Resume el filósofo mexicano: «Asentemos que la emoción abarca tanto como la existencia y ambas más que la razón, y anotemos inmediatamente la prueba que se deriva de ver que la razón es imponente para franquear el límite de sus propias reglas y axiomas, en tanto que la emoción es por excelencia libre, capaz siempre de soluciones inesperadas, e ilimitada como la fuente misma de los destinos.»{18}

b. La epistemología en la Ética

Los problemas epistemológicos que expone y desarrolla en la Ética nuestro autor son: el criterio de verdad, la epistemología ética como tal y los aspectos del conocimiento (sujeto, objeto, voluntad).

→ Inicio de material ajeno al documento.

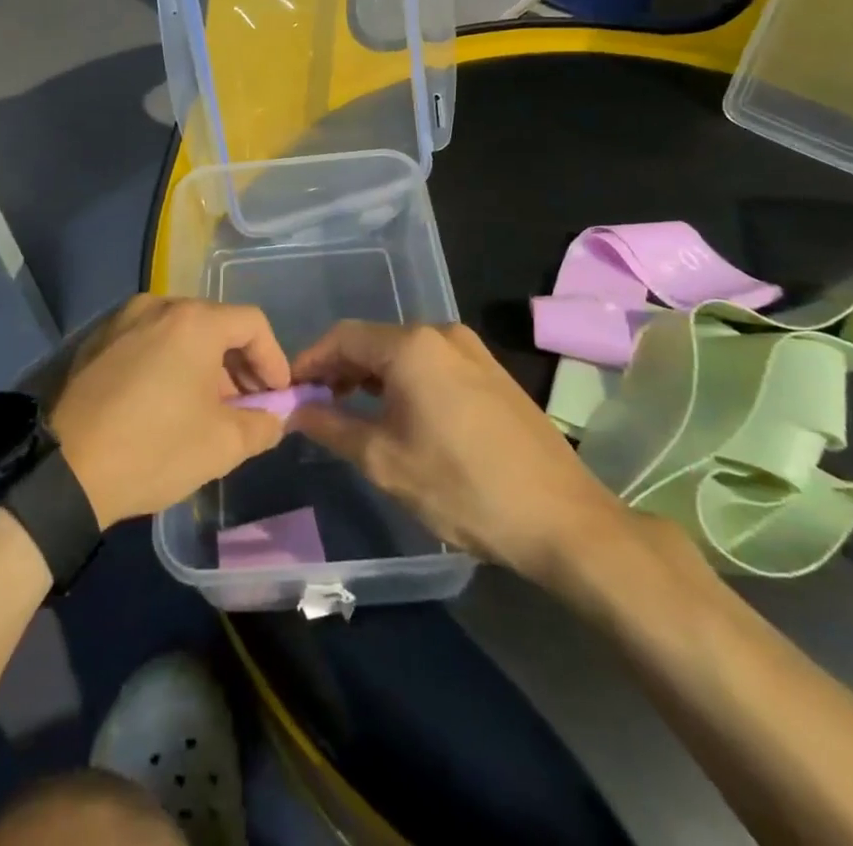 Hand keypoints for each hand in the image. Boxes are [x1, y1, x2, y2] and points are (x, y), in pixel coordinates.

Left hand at [50, 296, 292, 527]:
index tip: (277, 395)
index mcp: (193, 321)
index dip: (274, 359)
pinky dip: (170, 362)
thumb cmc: (154, 448)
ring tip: (208, 407)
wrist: (65, 471)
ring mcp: (122, 319)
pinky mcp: (97, 340)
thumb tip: (276, 416)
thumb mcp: (222, 445)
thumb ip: (263, 424)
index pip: (252, 323)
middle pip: (215, 323)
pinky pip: (149, 340)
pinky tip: (167, 401)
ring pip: (180, 332)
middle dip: (239, 364)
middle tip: (246, 404)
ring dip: (204, 363)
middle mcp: (158, 306)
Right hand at [290, 321, 636, 581]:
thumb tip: (295, 410)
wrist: (562, 519)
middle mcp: (442, 333)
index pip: (342, 337)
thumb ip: (331, 427)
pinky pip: (432, 364)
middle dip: (340, 370)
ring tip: (353, 414)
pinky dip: (404, 381)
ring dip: (371, 376)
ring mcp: (473, 350)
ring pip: (404, 352)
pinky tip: (400, 416)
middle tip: (316, 407)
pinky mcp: (492, 372)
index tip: (289, 391)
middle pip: (374, 341)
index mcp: (412, 345)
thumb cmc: (463, 487)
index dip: (310, 361)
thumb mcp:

Cabe señalar que esta exposición de la segunda parte de su sistema filosófico, Vasconcelos se repite y redunda considerablemente sobre el conocimiento racional y el emocional. De aquí que nos remitamos a los asuntos que consideramos novedosos: la cuestión de la voluntad, la de la imagen –a diferencia de la abstracción como elemento del conocimiento racional– y lo que considera como el conocer biológico, sin dejar de lado lo que opina sobre el criterio de verdad según lo planteó Santo Tomás, que es con lo que inicia esta obra.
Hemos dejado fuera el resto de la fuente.